● **EXCERPTED RECORDS**
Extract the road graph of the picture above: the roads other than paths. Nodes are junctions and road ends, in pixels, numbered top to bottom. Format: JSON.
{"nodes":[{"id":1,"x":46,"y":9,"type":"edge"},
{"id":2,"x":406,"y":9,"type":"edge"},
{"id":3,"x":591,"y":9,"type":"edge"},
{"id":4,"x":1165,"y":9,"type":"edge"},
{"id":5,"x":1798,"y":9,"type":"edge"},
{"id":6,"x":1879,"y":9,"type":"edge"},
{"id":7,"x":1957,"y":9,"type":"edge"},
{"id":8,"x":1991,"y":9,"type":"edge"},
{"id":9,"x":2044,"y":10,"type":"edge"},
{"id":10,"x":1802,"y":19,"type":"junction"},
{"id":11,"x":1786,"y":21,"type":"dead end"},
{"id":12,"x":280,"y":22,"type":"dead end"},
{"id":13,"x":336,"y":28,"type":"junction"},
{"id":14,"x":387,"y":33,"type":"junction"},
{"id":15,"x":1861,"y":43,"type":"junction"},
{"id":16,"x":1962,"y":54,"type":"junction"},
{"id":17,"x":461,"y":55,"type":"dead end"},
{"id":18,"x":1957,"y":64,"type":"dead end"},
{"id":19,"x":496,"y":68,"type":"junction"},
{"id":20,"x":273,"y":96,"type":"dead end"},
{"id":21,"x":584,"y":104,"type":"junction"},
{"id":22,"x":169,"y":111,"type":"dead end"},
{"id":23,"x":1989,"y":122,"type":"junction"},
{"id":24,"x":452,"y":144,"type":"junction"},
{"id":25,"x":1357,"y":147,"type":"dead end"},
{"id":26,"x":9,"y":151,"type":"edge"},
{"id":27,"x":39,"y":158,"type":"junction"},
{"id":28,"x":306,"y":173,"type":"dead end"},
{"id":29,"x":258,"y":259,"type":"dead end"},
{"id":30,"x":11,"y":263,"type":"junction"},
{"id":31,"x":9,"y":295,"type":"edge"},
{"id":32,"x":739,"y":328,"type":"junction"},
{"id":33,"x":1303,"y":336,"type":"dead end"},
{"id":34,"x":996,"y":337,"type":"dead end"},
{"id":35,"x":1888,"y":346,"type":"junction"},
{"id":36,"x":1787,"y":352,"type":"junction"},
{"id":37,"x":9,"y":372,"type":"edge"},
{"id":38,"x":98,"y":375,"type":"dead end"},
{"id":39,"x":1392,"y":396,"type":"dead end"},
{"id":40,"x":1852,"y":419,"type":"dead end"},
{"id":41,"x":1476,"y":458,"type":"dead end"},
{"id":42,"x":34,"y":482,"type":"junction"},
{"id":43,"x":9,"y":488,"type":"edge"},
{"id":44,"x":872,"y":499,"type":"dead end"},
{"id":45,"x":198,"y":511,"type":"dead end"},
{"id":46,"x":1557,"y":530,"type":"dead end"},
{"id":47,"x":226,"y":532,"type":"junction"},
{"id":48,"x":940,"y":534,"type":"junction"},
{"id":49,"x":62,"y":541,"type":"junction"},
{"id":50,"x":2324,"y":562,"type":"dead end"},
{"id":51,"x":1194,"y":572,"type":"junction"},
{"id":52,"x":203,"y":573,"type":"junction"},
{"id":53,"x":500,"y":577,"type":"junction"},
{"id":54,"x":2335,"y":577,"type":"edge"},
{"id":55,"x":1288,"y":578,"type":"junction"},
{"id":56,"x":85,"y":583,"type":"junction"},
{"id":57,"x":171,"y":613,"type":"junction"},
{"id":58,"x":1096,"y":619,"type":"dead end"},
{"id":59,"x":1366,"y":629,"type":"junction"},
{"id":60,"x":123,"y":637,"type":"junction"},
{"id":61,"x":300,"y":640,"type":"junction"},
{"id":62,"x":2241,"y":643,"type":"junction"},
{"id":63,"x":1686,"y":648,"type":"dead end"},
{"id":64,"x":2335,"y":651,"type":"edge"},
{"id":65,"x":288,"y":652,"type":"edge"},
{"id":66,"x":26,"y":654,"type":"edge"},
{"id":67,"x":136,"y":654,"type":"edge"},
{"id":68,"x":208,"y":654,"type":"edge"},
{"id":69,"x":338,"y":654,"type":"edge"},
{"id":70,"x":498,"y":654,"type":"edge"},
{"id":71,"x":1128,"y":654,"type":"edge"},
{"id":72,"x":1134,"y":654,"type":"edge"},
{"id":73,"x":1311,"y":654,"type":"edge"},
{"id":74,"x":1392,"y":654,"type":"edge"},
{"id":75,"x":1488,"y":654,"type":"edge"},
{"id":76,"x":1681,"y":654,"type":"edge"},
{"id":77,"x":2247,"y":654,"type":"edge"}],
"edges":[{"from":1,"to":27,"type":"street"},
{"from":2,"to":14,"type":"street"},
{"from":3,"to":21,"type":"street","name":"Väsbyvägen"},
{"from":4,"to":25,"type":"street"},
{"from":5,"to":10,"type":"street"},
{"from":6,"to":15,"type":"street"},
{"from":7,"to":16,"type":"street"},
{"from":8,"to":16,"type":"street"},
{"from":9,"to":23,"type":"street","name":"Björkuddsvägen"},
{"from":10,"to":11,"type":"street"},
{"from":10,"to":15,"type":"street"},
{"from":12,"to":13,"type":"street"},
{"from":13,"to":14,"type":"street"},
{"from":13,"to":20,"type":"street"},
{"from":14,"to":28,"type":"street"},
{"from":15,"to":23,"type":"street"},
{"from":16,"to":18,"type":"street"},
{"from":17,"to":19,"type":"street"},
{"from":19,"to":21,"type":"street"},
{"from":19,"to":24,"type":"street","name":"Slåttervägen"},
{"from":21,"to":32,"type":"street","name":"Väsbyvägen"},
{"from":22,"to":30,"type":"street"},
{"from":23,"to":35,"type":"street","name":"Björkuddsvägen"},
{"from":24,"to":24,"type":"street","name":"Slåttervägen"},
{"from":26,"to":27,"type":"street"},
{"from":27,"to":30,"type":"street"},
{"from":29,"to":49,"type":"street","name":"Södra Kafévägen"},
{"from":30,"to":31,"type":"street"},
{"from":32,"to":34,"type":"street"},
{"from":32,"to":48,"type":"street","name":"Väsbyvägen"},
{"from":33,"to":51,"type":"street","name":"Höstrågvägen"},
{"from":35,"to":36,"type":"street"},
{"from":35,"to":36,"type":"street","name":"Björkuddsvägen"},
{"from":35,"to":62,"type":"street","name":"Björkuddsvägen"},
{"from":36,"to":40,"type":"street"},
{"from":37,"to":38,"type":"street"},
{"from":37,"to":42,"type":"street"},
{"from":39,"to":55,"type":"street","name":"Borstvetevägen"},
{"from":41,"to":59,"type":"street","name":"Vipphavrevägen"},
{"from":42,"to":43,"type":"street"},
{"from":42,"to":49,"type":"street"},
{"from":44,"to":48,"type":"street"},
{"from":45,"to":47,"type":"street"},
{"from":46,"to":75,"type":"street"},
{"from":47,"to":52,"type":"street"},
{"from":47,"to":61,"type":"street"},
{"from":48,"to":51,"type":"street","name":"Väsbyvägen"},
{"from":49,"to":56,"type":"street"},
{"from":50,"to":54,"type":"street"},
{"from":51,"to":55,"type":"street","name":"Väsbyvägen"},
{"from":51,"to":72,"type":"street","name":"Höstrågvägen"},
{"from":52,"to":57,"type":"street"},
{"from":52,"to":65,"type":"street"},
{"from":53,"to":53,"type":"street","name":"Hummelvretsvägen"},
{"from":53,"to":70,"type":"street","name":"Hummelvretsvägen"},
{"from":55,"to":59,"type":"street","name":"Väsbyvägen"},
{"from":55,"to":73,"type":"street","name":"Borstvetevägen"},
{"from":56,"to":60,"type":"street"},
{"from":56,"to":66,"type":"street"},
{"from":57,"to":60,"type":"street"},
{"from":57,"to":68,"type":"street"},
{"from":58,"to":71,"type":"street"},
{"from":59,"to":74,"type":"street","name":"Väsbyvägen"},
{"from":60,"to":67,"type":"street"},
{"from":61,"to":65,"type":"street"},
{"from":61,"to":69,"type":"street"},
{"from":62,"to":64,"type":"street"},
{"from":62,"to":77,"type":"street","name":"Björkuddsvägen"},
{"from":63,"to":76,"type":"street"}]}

● **TASK DIRECTIONS**
Copy out whichever lines of the listing contain the word "Björkuddsvägen".

● **TASK OUTPUT**
{"from":9,"to":23,"type":"street","name":"Björkuddsvägen"},
{"from":23,"to":35,"type":"street","name":"Björkuddsvägen"},
{"from":35,"to":36,"type":"street","name":"Björkuddsvägen"},
{"from":35,"to":62,"type":"street","name":"Björkuddsvägen"},
{"from":62,"to":77,"type":"street","name":"Björkuddsvägen"},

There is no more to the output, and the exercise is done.